Pleurodesis is a procedure aimed to obliterate the intrapleural space and is performed for recurrent malignant/non-malignant effusions and recurrent pneumothorax.
The procedure is performed in two traditional manners – mechanical and chemical. In mechanical pleurodesis, surgeons will usually perform a video-assisted thoracoscopic surgery (VATS), identify the parietal pleura, and rub an abrasive material against the parietal pleura. In chemical pleurodesis, agents like talc, minocycline, doxycycline, and silver nitrate are introduced into the intrapleural space to generate an inflammatory response through chemical irritation of the pleural lining.

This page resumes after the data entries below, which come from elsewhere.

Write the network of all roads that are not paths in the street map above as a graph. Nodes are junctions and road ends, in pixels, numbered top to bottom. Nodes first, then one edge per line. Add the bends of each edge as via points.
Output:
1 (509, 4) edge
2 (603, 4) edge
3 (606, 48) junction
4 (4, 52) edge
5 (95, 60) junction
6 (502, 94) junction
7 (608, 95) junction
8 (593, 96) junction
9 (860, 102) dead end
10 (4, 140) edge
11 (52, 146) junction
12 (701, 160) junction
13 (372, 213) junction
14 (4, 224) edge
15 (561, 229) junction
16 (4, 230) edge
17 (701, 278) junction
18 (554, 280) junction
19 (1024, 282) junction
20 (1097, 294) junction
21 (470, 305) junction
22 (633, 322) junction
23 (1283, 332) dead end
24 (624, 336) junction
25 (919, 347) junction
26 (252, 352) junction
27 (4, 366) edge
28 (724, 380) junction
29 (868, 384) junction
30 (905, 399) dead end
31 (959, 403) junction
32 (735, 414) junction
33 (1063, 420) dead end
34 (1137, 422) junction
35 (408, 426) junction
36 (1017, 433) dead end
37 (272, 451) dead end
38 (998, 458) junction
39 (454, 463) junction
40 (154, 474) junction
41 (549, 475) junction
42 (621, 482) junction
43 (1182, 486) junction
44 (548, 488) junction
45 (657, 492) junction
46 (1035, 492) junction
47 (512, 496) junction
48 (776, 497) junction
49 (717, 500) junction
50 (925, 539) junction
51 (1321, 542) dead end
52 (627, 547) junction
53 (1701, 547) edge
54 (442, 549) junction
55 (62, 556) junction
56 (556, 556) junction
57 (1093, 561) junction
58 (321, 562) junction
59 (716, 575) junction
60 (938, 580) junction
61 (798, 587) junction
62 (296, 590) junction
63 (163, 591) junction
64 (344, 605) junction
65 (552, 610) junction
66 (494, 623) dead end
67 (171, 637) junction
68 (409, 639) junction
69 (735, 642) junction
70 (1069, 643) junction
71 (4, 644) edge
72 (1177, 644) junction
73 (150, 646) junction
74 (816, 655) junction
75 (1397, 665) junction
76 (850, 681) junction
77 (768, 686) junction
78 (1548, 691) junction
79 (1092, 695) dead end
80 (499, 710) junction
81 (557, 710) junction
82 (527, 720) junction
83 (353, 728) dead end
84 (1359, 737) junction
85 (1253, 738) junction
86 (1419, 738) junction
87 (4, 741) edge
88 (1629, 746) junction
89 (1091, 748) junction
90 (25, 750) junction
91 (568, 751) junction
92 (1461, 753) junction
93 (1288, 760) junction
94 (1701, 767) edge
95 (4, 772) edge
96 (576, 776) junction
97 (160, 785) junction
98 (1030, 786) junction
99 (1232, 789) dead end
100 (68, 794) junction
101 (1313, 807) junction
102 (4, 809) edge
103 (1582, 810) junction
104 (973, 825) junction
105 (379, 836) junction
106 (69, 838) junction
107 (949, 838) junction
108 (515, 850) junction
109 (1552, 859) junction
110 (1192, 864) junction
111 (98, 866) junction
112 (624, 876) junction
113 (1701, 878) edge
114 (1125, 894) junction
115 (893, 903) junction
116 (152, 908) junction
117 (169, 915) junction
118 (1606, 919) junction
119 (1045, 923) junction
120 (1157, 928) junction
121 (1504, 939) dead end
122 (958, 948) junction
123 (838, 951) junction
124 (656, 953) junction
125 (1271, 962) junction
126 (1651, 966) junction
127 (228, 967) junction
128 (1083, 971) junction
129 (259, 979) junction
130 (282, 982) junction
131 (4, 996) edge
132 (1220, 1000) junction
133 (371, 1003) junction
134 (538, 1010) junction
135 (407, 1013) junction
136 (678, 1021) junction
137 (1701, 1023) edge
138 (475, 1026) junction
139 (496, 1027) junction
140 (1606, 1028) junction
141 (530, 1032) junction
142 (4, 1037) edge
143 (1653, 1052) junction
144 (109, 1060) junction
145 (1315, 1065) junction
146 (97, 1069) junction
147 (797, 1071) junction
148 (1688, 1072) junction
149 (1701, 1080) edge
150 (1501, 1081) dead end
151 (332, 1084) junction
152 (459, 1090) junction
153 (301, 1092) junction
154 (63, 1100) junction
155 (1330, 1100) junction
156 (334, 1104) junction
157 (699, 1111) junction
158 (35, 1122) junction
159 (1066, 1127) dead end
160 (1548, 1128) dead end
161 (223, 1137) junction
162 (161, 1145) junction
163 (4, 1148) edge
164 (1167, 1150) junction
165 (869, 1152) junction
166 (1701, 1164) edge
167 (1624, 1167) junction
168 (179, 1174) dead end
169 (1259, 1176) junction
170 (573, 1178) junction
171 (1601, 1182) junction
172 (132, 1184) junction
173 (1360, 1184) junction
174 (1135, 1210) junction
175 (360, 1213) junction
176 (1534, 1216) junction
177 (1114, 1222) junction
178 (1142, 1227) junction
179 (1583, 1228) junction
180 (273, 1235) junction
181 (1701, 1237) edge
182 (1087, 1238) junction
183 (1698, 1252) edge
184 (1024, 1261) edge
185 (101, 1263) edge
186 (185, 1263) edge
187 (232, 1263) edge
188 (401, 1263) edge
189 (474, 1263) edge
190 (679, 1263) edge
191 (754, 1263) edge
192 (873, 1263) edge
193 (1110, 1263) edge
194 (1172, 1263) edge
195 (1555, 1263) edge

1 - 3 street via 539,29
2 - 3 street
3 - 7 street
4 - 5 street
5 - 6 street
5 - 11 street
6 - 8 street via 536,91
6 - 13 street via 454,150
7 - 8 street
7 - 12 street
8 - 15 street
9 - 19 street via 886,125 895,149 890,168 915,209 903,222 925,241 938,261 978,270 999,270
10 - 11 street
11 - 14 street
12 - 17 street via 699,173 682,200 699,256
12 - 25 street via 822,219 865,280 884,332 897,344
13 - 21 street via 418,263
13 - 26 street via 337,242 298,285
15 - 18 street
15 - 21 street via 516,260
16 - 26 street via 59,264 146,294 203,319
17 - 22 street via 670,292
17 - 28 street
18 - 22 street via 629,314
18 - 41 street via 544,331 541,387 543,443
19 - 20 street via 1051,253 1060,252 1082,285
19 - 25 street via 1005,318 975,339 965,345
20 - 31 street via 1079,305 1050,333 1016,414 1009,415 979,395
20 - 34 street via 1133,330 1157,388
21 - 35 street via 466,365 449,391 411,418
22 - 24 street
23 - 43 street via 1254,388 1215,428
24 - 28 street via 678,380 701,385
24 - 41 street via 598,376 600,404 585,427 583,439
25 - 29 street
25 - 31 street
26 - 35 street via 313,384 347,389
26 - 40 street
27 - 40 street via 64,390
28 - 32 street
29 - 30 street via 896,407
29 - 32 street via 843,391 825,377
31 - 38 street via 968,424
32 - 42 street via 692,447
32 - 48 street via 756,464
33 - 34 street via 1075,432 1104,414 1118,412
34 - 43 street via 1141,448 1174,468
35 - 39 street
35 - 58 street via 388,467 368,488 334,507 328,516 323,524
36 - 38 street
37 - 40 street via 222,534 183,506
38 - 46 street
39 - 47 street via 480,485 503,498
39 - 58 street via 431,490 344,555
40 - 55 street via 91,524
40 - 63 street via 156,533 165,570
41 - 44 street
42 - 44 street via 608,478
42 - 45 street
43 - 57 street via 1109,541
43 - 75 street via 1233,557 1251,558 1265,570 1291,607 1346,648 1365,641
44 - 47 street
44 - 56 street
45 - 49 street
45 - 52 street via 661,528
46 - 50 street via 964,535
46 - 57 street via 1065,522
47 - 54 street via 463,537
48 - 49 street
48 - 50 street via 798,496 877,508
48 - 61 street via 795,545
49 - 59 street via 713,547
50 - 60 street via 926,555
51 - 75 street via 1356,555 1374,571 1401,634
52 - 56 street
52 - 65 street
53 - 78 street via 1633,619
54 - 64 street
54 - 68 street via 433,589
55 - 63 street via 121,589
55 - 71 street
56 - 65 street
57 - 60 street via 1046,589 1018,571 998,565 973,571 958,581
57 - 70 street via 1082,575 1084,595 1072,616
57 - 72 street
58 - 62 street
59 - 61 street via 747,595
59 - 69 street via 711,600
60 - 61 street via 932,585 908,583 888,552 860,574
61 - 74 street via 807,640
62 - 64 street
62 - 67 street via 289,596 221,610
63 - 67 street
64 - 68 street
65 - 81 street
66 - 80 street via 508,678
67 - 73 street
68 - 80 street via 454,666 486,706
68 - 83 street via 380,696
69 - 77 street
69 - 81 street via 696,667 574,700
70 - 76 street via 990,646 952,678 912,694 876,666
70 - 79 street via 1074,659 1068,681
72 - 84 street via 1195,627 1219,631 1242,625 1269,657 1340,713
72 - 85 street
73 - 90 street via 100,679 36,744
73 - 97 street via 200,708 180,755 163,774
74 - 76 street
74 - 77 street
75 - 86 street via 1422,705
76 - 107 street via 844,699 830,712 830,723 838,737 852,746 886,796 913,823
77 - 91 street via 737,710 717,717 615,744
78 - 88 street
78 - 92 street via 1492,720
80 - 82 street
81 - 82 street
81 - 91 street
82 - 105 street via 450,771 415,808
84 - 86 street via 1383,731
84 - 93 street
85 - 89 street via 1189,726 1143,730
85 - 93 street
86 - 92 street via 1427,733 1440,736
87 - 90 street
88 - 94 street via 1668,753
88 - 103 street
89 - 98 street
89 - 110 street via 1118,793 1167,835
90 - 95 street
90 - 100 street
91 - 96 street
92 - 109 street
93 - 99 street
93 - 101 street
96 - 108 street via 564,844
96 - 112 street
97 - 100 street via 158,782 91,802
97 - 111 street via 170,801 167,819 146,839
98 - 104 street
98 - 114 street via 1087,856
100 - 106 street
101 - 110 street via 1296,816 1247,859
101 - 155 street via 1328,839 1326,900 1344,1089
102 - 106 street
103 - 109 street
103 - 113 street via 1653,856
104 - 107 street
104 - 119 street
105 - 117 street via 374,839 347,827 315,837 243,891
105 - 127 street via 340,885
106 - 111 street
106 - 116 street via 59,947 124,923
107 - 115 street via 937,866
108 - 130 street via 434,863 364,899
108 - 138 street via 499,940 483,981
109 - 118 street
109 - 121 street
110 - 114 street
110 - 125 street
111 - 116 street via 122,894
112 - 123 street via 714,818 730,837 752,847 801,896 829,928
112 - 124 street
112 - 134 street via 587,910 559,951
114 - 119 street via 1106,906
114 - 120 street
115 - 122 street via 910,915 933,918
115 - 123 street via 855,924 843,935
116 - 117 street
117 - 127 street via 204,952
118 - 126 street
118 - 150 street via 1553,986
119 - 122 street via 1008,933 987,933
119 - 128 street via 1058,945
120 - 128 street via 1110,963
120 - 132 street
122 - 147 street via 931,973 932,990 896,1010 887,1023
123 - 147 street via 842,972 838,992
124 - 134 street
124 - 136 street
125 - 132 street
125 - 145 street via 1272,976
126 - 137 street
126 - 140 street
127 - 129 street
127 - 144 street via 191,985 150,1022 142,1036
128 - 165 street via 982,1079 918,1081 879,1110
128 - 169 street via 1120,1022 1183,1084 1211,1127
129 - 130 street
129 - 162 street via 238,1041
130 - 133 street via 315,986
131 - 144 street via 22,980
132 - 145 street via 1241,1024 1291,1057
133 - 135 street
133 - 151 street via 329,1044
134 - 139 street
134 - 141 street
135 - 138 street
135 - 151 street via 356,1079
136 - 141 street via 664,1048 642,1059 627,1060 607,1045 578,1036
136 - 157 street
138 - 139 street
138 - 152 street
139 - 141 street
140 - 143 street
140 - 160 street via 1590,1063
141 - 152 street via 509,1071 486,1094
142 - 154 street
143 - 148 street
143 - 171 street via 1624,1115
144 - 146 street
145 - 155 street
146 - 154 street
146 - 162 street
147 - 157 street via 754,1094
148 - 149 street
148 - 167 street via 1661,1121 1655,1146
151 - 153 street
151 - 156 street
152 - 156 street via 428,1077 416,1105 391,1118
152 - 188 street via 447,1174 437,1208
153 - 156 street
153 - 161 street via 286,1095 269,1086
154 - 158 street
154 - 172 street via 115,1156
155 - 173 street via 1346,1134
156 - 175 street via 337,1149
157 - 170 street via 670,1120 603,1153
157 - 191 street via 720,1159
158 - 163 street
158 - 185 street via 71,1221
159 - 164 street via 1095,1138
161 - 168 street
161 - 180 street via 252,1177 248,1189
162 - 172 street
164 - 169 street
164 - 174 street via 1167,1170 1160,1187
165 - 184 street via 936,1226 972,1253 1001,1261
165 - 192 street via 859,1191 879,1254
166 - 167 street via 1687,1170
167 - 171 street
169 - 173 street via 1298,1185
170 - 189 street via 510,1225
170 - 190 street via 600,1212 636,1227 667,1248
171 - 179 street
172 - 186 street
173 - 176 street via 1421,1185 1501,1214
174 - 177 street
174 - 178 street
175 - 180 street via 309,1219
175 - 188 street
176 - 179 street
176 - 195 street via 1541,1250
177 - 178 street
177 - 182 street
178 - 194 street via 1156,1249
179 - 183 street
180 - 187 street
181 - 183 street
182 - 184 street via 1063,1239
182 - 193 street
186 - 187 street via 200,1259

In the illustration above, the red zone indicates an area where pleurodesis is being performed. The procedure will ultimately encompass the entire lung to achieve complete apposition between the visceral and parietal pleural layers. Using the aforementioned chemical or mechanical sclerosis techniques, a diffuse inflammatory response is created promoting fibrin adhesions and the proliferation of fibroblasts to basically lock this potential space for pneumothorax, hydrothorax, etc.
Pain management can also be an issue, so we routinely offer multimodal techniques including injection of the pleural lining with local anesthetic, neuraxial blocks, regional nerve blocks, oral pre-medication before the surgery, etc.